▶ _TASK DESCRIPTION_: Nothing but the lines from the one containing "Turn the roads" through the final line of the listing should appear in the answer, each exactly as written.

▶ _PROVIDED DATA_:
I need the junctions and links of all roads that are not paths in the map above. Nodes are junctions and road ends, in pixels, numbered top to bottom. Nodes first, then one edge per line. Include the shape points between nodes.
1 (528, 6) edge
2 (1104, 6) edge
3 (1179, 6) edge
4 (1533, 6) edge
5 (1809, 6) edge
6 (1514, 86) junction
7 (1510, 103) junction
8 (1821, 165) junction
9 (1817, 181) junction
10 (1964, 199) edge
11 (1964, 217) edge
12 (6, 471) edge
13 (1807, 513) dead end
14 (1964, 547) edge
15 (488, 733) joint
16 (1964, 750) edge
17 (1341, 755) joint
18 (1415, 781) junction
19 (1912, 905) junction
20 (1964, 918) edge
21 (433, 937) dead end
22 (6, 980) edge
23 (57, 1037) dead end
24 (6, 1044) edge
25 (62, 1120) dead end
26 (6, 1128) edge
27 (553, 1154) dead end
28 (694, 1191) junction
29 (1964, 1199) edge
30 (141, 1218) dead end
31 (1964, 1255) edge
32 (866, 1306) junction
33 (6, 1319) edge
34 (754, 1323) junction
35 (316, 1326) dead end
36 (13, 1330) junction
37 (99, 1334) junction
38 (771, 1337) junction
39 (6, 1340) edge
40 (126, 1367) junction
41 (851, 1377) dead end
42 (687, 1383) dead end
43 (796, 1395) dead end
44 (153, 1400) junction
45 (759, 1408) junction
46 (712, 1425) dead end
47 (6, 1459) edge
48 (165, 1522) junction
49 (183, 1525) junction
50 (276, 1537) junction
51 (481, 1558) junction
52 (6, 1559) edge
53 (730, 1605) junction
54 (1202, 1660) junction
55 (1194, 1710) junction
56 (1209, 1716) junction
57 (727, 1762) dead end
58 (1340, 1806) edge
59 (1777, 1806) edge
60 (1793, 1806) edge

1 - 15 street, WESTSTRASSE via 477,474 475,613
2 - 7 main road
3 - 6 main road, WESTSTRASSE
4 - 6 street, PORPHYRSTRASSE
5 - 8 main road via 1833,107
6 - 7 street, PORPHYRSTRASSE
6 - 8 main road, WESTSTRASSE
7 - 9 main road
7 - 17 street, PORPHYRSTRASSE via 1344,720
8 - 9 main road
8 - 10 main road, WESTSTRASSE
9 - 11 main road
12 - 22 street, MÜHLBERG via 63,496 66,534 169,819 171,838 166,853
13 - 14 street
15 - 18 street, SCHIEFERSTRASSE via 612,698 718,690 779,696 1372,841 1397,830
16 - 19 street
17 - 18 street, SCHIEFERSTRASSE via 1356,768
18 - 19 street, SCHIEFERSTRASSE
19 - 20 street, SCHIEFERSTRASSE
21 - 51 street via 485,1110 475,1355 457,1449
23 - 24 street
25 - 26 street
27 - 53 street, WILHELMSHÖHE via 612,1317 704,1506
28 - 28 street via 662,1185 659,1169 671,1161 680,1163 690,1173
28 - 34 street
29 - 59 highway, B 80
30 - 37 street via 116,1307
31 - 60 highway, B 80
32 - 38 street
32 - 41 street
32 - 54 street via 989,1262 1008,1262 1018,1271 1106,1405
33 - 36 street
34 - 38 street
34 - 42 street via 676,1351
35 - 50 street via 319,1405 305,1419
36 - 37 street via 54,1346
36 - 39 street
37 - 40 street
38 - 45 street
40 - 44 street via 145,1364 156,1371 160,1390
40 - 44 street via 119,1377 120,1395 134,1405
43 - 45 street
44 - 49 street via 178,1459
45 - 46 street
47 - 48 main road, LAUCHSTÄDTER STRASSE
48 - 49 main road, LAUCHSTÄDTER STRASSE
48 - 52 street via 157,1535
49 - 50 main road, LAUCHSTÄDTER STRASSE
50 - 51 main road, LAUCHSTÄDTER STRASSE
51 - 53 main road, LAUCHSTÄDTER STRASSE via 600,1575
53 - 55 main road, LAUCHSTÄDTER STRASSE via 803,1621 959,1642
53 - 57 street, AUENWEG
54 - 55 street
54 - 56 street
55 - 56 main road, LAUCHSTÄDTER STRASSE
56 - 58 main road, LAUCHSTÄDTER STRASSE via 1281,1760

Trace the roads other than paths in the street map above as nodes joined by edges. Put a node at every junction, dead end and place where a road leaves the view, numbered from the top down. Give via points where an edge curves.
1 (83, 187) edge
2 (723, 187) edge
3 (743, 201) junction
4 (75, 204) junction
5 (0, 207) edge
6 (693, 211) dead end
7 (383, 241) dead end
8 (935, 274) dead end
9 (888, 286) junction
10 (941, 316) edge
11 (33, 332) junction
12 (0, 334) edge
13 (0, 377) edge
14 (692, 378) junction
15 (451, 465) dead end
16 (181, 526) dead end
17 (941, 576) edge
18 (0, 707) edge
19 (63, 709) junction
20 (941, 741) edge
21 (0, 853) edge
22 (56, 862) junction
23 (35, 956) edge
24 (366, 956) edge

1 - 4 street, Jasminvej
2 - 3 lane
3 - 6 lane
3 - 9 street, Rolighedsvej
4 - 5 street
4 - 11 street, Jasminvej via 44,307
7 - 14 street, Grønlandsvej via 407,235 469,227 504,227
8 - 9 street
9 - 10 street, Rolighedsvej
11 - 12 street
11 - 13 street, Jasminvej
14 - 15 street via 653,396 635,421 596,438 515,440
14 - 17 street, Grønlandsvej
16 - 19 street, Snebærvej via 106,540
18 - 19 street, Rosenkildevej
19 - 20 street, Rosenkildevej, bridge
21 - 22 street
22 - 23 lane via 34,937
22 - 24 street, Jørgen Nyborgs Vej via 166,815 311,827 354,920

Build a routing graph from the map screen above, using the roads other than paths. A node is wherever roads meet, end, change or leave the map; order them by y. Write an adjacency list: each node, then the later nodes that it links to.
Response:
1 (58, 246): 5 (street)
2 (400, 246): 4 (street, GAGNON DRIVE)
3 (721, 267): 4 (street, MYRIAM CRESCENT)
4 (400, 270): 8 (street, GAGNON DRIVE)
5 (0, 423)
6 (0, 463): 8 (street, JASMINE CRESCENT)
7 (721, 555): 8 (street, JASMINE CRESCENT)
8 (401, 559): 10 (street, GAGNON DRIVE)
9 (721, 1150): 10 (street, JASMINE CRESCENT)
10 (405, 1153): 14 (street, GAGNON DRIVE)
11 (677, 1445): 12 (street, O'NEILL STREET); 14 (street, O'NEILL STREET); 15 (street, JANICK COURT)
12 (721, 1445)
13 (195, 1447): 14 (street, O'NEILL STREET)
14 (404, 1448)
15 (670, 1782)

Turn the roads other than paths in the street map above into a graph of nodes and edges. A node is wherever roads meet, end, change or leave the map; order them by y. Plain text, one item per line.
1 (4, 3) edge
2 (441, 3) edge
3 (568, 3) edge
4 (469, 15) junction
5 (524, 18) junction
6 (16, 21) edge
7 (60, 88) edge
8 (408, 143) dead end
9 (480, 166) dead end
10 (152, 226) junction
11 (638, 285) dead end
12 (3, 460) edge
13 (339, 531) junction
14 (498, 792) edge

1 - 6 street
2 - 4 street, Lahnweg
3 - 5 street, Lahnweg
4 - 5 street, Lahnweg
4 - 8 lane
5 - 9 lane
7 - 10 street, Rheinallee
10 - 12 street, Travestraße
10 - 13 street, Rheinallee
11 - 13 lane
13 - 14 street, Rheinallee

▶ _RESPONSE_:
Turn the roads other than paths in the street map above into a graph of nodes and edges. A node is wherever roads meet, end, change or leave the map; order them by y. Plain text, one item per line.
1 (4, 3) edge
2 (441, 3) edge
3 (568, 3) edge
4 (469, 15) junction
5 (524, 18) junction
6 (16, 21) edge
7 (60, 88) edge
8 (408, 143) dead end
9 (480, 166) dead end
10 (152, 226) junction
11 (638, 285) dead end
12 (3, 460) edge
13 (339, 531) junction
14 (498, 792) edge

1 - 6 street
2 - 4 street, Lahnweg
3 - 5 street, Lahnweg
4 - 5 street, Lahnweg
4 - 8 lane
5 - 9 lane
7 - 10 street, Rheinallee
10 - 12 street, Travestraße
10 - 13 street, Rheinallee
11 - 13 lane
13 - 14 street, Rheinallee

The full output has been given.